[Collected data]
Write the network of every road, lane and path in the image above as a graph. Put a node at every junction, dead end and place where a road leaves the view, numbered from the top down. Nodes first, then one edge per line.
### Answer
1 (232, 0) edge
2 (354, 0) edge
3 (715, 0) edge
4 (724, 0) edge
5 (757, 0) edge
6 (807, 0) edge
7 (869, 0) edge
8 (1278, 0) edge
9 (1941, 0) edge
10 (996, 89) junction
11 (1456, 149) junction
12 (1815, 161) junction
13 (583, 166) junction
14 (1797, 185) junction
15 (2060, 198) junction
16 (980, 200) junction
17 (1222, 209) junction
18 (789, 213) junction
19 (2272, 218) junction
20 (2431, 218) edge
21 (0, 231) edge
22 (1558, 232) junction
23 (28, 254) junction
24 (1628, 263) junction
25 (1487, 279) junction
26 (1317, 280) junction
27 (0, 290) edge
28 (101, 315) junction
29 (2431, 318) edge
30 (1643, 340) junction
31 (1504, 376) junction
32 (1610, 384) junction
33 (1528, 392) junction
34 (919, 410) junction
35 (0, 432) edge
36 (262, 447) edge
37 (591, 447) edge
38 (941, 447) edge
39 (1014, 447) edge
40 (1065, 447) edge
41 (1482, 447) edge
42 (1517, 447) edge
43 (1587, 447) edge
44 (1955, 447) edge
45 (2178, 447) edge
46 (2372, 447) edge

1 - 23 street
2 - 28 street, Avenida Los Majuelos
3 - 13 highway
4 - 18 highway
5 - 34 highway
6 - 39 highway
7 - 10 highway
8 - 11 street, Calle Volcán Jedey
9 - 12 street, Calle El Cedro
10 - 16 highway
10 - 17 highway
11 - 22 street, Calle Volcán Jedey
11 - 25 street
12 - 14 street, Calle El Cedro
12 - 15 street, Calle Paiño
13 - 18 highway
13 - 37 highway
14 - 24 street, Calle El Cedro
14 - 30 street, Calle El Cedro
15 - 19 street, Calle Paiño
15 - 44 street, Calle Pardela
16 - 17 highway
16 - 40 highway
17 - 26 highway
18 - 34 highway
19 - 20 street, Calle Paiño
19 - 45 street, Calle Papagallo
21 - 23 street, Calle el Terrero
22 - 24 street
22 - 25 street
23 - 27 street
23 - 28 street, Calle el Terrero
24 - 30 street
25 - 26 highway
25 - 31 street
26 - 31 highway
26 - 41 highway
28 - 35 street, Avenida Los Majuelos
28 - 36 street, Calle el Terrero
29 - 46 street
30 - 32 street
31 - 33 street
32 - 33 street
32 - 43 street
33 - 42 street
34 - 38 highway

TASK GOAL
Repeat, exactly and in full, the records shown above.

COMPLETED EXERCISE
Write the network of every road, lane and path in the image above as a graph. Put a node at every junction, dead end and place where a road leaves the view, numbered from the top down. Nodes first, then one edge per line.
### Answer
1 (232, 0) edge
2 (354, 0) edge
3 (715, 0) edge
4 (724, 0) edge
5 (757, 0) edge
6 (807, 0) edge
7 (869, 0) edge
8 (1278, 0) edge
9 (1941, 0) edge
10 (996, 89) junction
11 (1456, 149) junction
12 (1815, 161) junction
13 (583, 166) junction
14 (1797, 185) junction
15 (2060, 198) junction
16 (980, 200) junction
17 (1222, 209) junction
18 (789, 213) junction
19 (2272, 218) junction
20 (2431, 218) edge
21 (0, 231) edge
22 (1558, 232) junction
23 (28, 254) junction
24 (1628, 263) junction
25 (1487, 279) junction
26 (1317, 280) junction
27 (0, 290) edge
28 (101, 315) junction
29 (2431, 318) edge
30 (1643, 340) junction
31 (1504, 376) junction
32 (1610, 384) junction
33 (1528, 392) junction
34 (919, 410) junction
35 (0, 432) edge
36 (262, 447) edge
37 (591, 447) edge
38 (941, 447) edge
39 (1014, 447) edge
40 (1065, 447) edge
41 (1482, 447) edge
42 (1517, 447) edge
43 (1587, 447) edge
44 (1955, 447) edge
45 (2178, 447) edge
46 (2372, 447) edge

1 - 23 street
2 - 28 street, Avenida Los Majuelos
3 - 13 highway
4 - 18 highway
5 - 34 highway
6 - 39 highway
7 - 10 highway
8 - 11 street, Calle Volcán Jedey
9 - 12 street, Calle El Cedro
10 - 16 highway
10 - 17 highway
11 - 22 street, Calle Volcán Jedey
11 - 25 street
12 - 14 street, Calle El Cedro
12 - 15 street, Calle Paiño
13 - 18 highway
13 - 37 highway
14 - 24 street, Calle El Cedro
14 - 30 street, Calle El Cedro
15 - 19 street, Calle Paiño
15 - 44 street, Calle Pardela
16 - 17 highway
16 - 40 highway
17 - 26 highway
18 - 34 highway
19 - 20 street, Calle Paiño
19 - 45 street, Calle Papagallo
21 - 23 street, Calle el Terrero
22 - 24 street
22 - 25 street
23 - 27 street
23 - 28 street, Calle el Terrero
24 - 30 street
25 - 26 highway
25 - 31 street
26 - 31 highway
26 - 41 highway
28 - 35 street, Avenida Los Majuelos
28 - 36 street, Calle el Terrero
29 - 46 street
30 - 32 street
31 - 33 street
32 - 33 street
32 - 43 street
33 - 42 street
34 - 38 highway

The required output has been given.